Les autres mots

Ferdinand Legendre

Parfois, quand le ciel se couvre d'opprobre, que les commentaires pleuvent sur nos murs effrités, mines déconfites, que la marmaille tire sur la robe de la république au point de la déchirer, qu'il revient de participer au concours du plus outré, du plus indigné, du moins soumis, parfois nous n'avons pas les mots.
Nous ne savons que dire et nous n'avons pas envie de dire car tout devient vulgaire, dépassé, trop simpliste ou trop plein d'emphase, trop obscur ou trop douteux, surtout perpétuellement vain.
Il faudrait pour raisonner jouer ce jeu aux règles lunatiques, s'intéresser à la politique afin de proposer autre chose qu'un avis calqué sur la pensée d'autrui ou une diatribe faite de fragments d'idées amassées ça et là après la bataille. Il faudrait autre chose que de recycler des pavés noyés, surannés.
Je n'ai pas envie de jouer ce jeu, ni l'envie ni la capacité. Il y a, dans la barque politique, une immanquable manipulation qui navigue en dehors de mes eaux. Plutôt que de se prononcer dans l'instant, il est souvent préférable de prendre du recul, mais prendre du recul prend du temps, et le temps est un luxe. La houle actuelle (je m'excuse de filer ainsi, veuillez accepter quelques liquidités en dédommagement) nous mets face à nos propres égoïsmes, comme n'importe quelle crise, ni plus ni moins. Mais désarmés, car trop paresseux, il faut trouver d'autres ressources pour parvenir à s'exprimer lorsqu'on en ressent le besoin.

Ils jaillissent alors, sortent de l'ombre afin de rendre justice, riant sous capes de toute l'espièglerie qu'ils cachent, ils crachent, pissent, vomissent napalm, acide, cyprine, urine et quelques autres liquides en grandes quantité. Sans se restreindre et dans une joie communicative. Ce sont les autres mots. Ceux qu'on glissent entre les dents, qu'on mâchouillent machinalement, ceux qui nous sautent à l'esprit comme des singes sémantiques, ceux qui viennent entre nos nuits, ceux des liens qui nous unissent. Les mots-clefs aéronefs, qui volent à vive allure, qu'on peut attraper d'une main, mais qu'il faut bien malaxer, digérer, parfois enfouir, quand ce sont des mots secrets.
Ceux qui selon dans la phrase, l'endroit où ils sont placés, s'habillent différemment, se déguisent parfois, jouent des coudes afin de reprendre leur souffle, au dessus de la foule.
Voilà tous ces petits mots, pliés parfois repliés, qui viennent nous quémander, quand à quai se dissimule l'inévitable.
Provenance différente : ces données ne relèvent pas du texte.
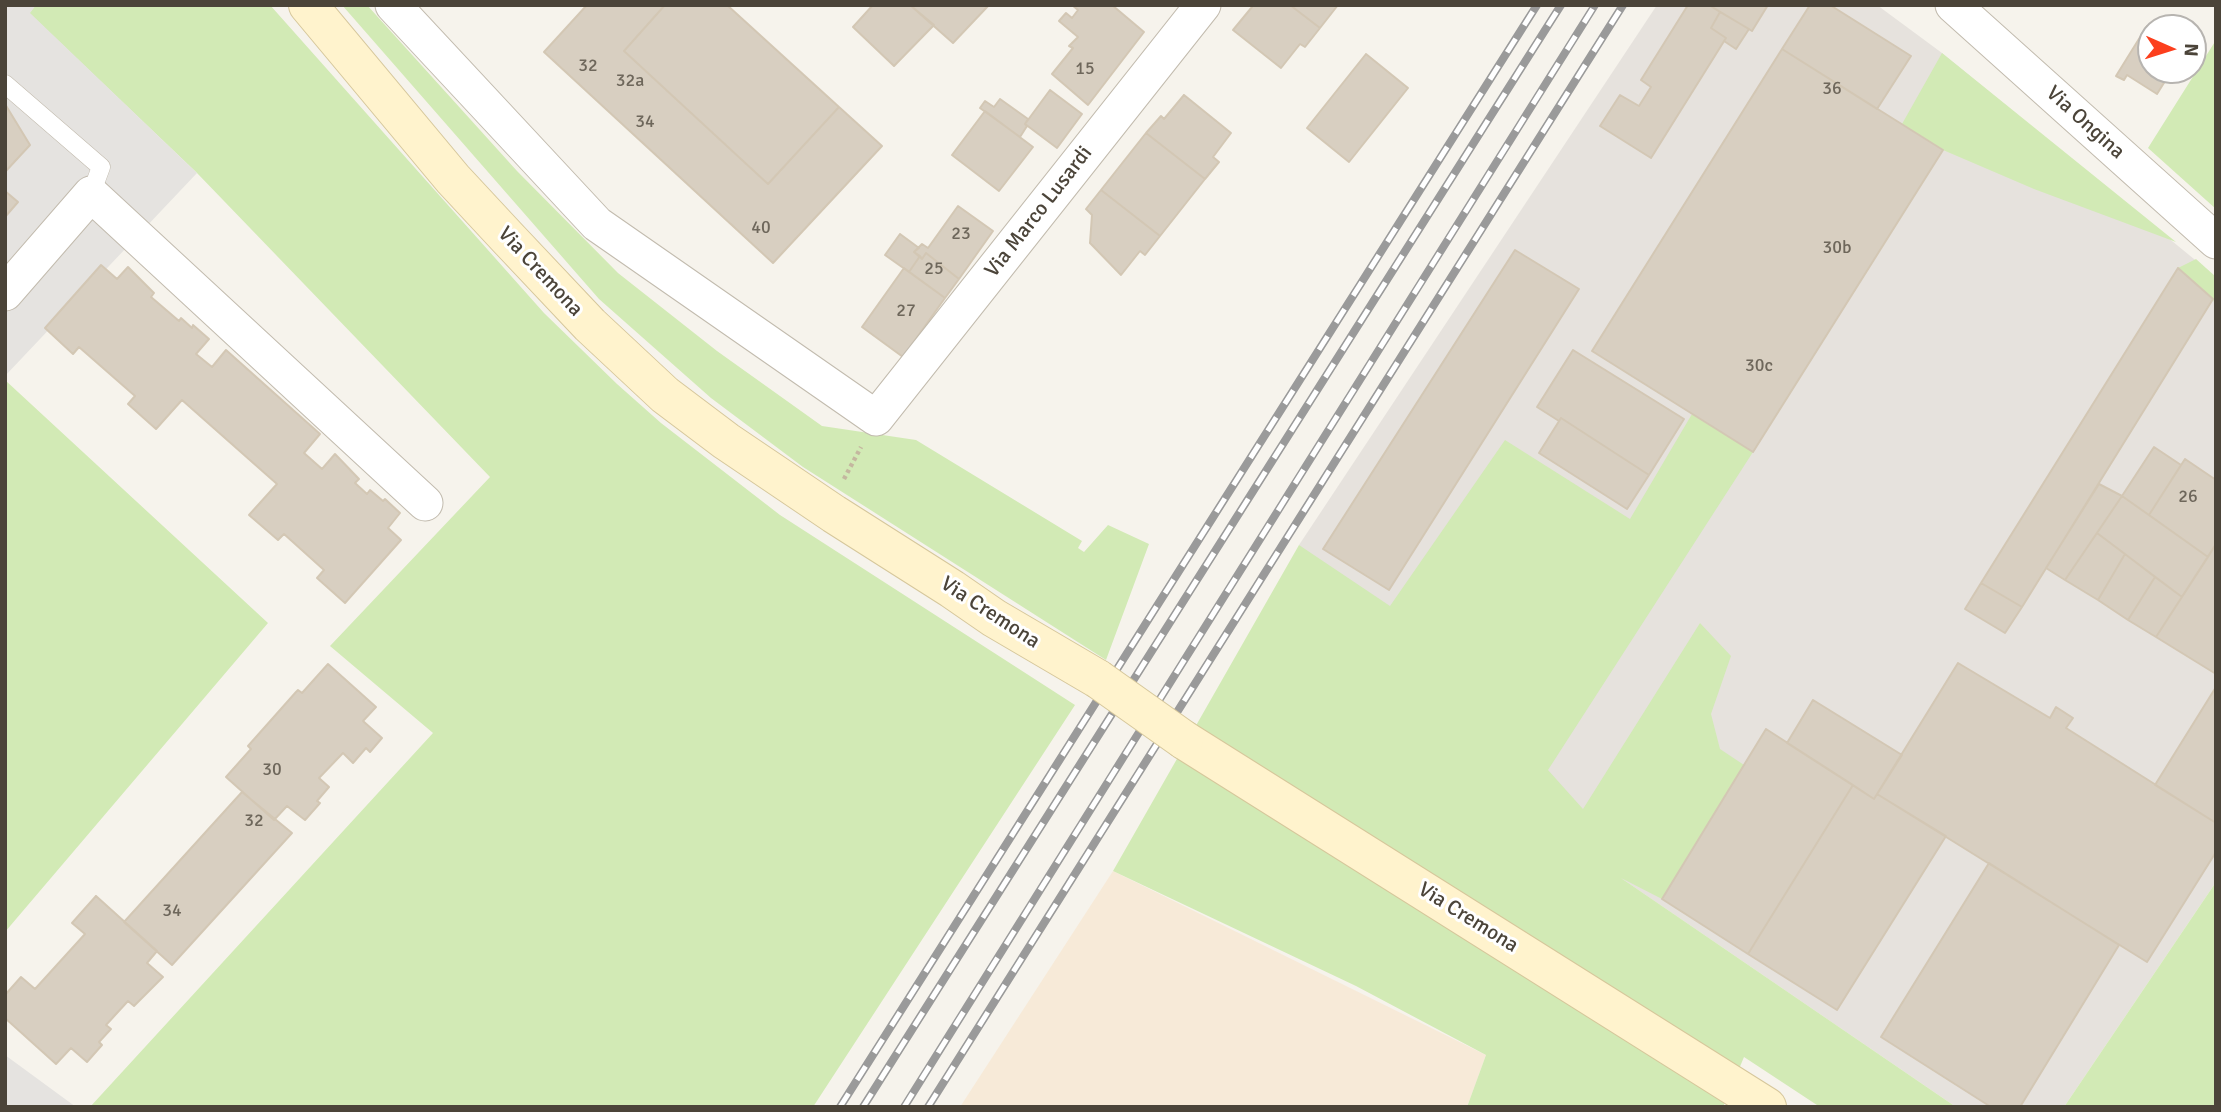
<!DOCTYPE html>
<style>
body{margin:0}
#map{position:relative;width:2221px;height:1112px;overflow:hidden;background:#f6f3ec;font-family:Signika,sans-serif}
canvas{display:block}
.frame{position:absolute;inset:0;border:7px solid #4b4439;pointer-events:none}
.north{position:absolute;left:2137px;top:14px;width:70px;height:70px;box-sizing:border-box;background:#fff;border:2px solid #b7b4b0;border-radius:50%;rotate:93deg;font-size:19px;font-weight:700;line-height:28px;text-align:center;color:#4b4439}
.north::after{content:'';display:block;margin:auto;width:24px;height:32px;background:#fc3f1d;clip-path:polygon(50% 0,100% 100%,50% 72%,0 100%)}
</style>
<div id="map">
<canvas width="2221" height="1112"></canvas>
<div class="frame"></div>
<div class="north">N</div>
</div>
<script>
const ctx = document.querySelector('canvas').getContext('2d');
ctx.lineJoin = 'round';
function fillPath(path, color) {
  ctx.fillStyle = color;
  ctx.fill(path, 'evenodd');
}
function toPath(rows) {
  const path = new Path2D();
  for (const r of rows) {
    path.moveTo(r[0], r[1]);
    for (let i = 2; i < r.length; i += 2) path.lineTo(r[i], r[i + 1]);
  }
  return path;
}
function stroke(path, color, width, dash) {
  ctx.strokeStyle = color;
  ctx.lineWidth = width;
  ctx.lineCap = dash ? 'butt' : 'round';
  ctx.setLineDash(dash || []);
  ctx.stroke(path);
}
function drawText(font, color, halo, rows, align = 'center') {
  ctx.font = font + ' Signika,sans-serif';
  ctx.lineWidth = 6;
  ctx.setLineDash([]);
  ctx.textBaseline = 'middle';
  ctx.strokeStyle = halo;
  ctx.fillStyle = color;
  for (const [text, x, y, turn = 0] of rows) {
    ctx.save();
    ctx.translate(x, y);
    ctx.rotate((+turn || 0) * Math.PI / 180);
    ctx.textAlign = isNaN(turn) ? turn : align;
    if (halo) ctx.strokeText(text, 0, 0);
    ctx.fillText(text, 0, 0);
    ctx.restore();
  }
}
fillPath(toPath([
 [1113,871,1486,1055,1467,1107,960,1107]
]), '#f7ead8');
fillPath(toPath([
 [1657,5,1877,5,1942,53,2216,277,2216,882,2064,1107,1956,1107,1375,710,1299,545]
]), '#e6e2dd');
fillPath(toPath([
 [36,5,270,5,544,313,617,384,661,423,780,515,1075,705,813,1107,90,1107,433,733,330,646,490,477,197,173,29,13],
 [342,5,367,5,517,171,618,273,717,351,822,426,916,440,1082,541,1078,548,1084,552,1108,525,1149,544,1106,660,803,467,711,398,599,299],
 [2216,40,2216,209,2148,148],
 [1942,53,2176,242,2034,189,1943,150,1902,124],
 [2196,259,2216,277,2216,309,2213,299,2178,268],
 [5,380,268,623,5,932],
 [1692,414,1753,452,1548,770,1583,809,1700,623,1731,656,1711,714,1720,749,1744,765,1662,899,1621,878,1956,1107,1820,1107,1744,1057,1723,1107,1467,1107,1486,1055,1356,986,1113,871,1299,545,1390,606,1505,440,1630,519],
 [2216,882,2216,1107,2064,1107]
]), '#d2eab5');
fillPath(toPath([
 [5,5,36,5,30,13,197,173,5,376],
 [5,1055,76,1107,5,1107]
]), '#e5e3e0');
const building = toPath([
 [587,5,665,5,624,51,768,184,839,107,882,146,773,263,544,52,587,5],
 [665,5,727,5,839,107,768,184,624,51,665,5],
 [873,5,910,5,934,25,894,66,853,27,873,5],
 [910,5,989,5,953,43,910,5],
 [1072,5,1112,5,1144,32,1088,105,1052,74,1073,48,1069,46,1078,37,1059,21,1066,13,1072,18,1078,10,1072,5],
 [1250,5,1290,5,1320,28,1305,47,1300,44,1281,68,1233,30,1252,7,1250,5],
 [1290,5,1338,5,1320,28,1290,5],
 [1688,5,1709,5,1720,12,1711,28,1726,38,1651,158,1600,126,1620,95,1639,106,1651,87,1641,80,1688,5],
 [1709,5,1768,5,1752,31,1709,5],
 [1810,5,1830,5,1911,56,1877,109,1782,49,1810,5],
 [1720,12,1749,29,1736,49,1724,41,1726,38,1711,28,1720,12],
 [2147,26,2151,28,2151,70,2172,70,2157,94,2127,75,2124,80,2116,76,2147,26],
 [1782,49,1943,150,1753,452,1592,351,1782,49],
 [1366,54,1408,88,1349,162,1307,128,1366,54],
 [1050,90,1082,114,1057,148,1025,124,1050,90],
 [1184,95,1231,133,1213,157,1219,162,1205,179,1146,133,1161,116,1164,119,1184,95],
 [1000,99,1028,119,1025,124,1027,126,1020,137,980,108,985,101,994,107,1000,99],
 [5,104,30,145,5,172,5,104],
 [985,111,1033,147,999,191,952,155,985,111],
 [1146,133,1205,179,1160,236,1101,190,1146,133],
 [1101,190,1160,236,1145,255,1140,251,1121,275,1090,243,1092,215,1086,209,1101,190],
 [5,191,18,202,5,217,5,191],
 [958,206,993,231,959,279,926,253,922,259,914,252,922,244,928,248,958,206],
 [900,234,919,248,914,252,920,256,909,272,885,255,900,234],
 [1515,250,1579,289,1389,590,1323,549,1515,250],
 [926,253,959,279,945,298,909,272,920,256,922,259,926,253],
 [101,265,117,279,128,267,154,293,151,297,179,321,181,318,192,328,193,325,209,339,196,354,212,367,226,350,320,434,304,453,322,469,335,454,359,479,355,483,367,494,370,490,383,501,385,499,400,513,388,528,401,540,345,603,317,578,324,570,284,534,278,540,249,515,277,484,182,400,156,429,128,404,135,396,79,347,73,354,45,328,101,265],
 [904,268,945,298,903,357,862,327,904,268],
 [2178,268,2213,299,2022,607,1981,583,2178,268],
 [1573,350,1684,419,1649,475,1561,418,1559,421,1537,407,1573,350],
 [1561,418,1649,475,1627,509,1539,453,1561,418],
 [2154,447,2181,465,2149,515,2122,496,2154,447],
 [2185,459,2216,480,2216,544,2208,557,2149,515,2185,459],
 [2099,484,2122,496,2065,580,2046,568,2099,484],
 [2122,496,2208,557,2182,597,2097,533,2122,496],
 [2097,533,2125,554,2098,600,2065,580,2097,533],
 [2216,544,2216,674,2156,637,2216,544],
 [2125,554,2155,577,2128,620,2098,600,2125,554],
 [2155,577,2182,597,2156,637,2128,620,2155,577],
 [1981,583,2022,607,2005,633,1965,609,1981,583],
 [1958,663,2050,718,2056,707,2073,718,2066,728,2216,823,2216,852,2147,962,1877,794,1958,663],
 [328,664,376,707,363,721,382,738,370,752,366,748,353,763,343,753,319,778,329,787,317,801,320,803,305,820,287,806,274,820,226,777,251,749,248,746,296,692,298,690,302,693,328,664],
 [2216,687,2216,823,2155,785,2216,687],
 [1813,700,1902,755,1874,799,1787,743,1813,700],
 [1766,729,1853,785,1748,954,1662,899,1766,729],
 [1853,785,1874,799,1877,794,1946,836,1837,1010,1748,954,1853,785],
 [242,792,292,833,172,965,124,922,242,792],
 [1989,863,2119,945,2020,1107,1991,1107,1881,1037,1989,863],
 [96,896,157,951,147,963,163,977,134,1006,128,1001,106,1025,111,1029,99,1042,102,1045,87,1062,71,1048,56,1064,5,1018,5,995,21,977,35,989,85,934,72,923,96,896]
]);
fillPath(building, '#d8cfc1');
stroke(building, '#d3c7b4', 2);
const service = toPath([
 [5,84,101,167,91,194]
]);
const minor = toPath([
 [393,5,597,224,876,418,1203,5],
 [1953,5,2216,241],
 [5,293,91,194,425,503]
]);
const secondary = toPath([
 [308,5,453,179,506,236,590,325,665,395,726,441,834,514,952,589,994,618,1098,679],
 [1184,740,1767,1107]
]);
stroke(service, '#c2bbae', 19);
stroke(minor, '#c2bbae', 37);
stroke(secondary, '#d6c79b', 40);
stroke(toPath([
 [844,479,861,447]
]), '#c4b79f', 4.5, [3.5, 3.5]);
stroke(service, '#fff', 18);
stroke(minor, '#fff', 35);
stroke(secondary, '#fff3cd', 38);
const rail = toPath([
 [840,1107,1537,5],
 [863,1107,1561,5],
 [904,1107,1595,5],
 [928,1107,1623,5]
]);
stroke(rail, '#9a9a9a', 8);
stroke(rail, '#fff', 5, [16]);
const secondaryBridge = toPath([
 [1098,679,1184,740]
]);
stroke(secondaryBridge, '#d6c79b', 40, []);
stroke(secondaryBridge, '#fff3cd', 38);
drawText('18px', '#6e675b', null, [
 ["32",588,66],
 ["15",1085,69],
 ["32a",630,81],
 ["36",1832,89],
 ["34",645,122],
 ["40",761,228],
 ["23",961,234],
 ["30b",1837,248],
 ["25",934,269],
 ["27",906,311],
 ["30c",1759,366],
 ["26",2188,497],
 ["30",272,770],
 ["32",254,821],
 ["34",172,911]
]);
drawText('21px', '#4b4439', '#fff', [
 ["Via Ongina",2085,123,42],
 ["Via Marco Lusardi",1039,212,-52],
 ["Via Cremona",540,272,47],
 ["Via Cremona",990,613,33],
 ["Via Cremona",1468,918,32]
]);
</script>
Aujourd'hui ils se font traînées de soupirs, bouts de verres , craquelant sous les pas. Autant de fissures qui se détachent des ombres, aux fenêtres, laissant deviner une ciel absent, jaunis, suffocant. Avec le temps, les sentiments deviennent réactions sentimentales mais, même après l'usure, continuent d'offrir, à la manière de la pierre vieillit se recouvrant de mousse.

En tout cas c'est ce qu'ils me disent.


Au dessus de mon épaule, ils me sifflent quelques tournures, parfois tournoient eux-même et vont se repaître de ce qu'ils trouvent. Un peu de soleil après une longue période froide, quelques amitiés et déceptions, rarement des regrets.


Bien sûr, on risque toujours la surface, je crois qu'ils me tirent juste en dessous. Je la distingue , comme quand, à la mer, on observe le monde d'au dessus trembler en profitant du silence.

Les rayons parviennent encore à passer à cette profondeur, à la lumière, ce que j'écris demeure compréhensible.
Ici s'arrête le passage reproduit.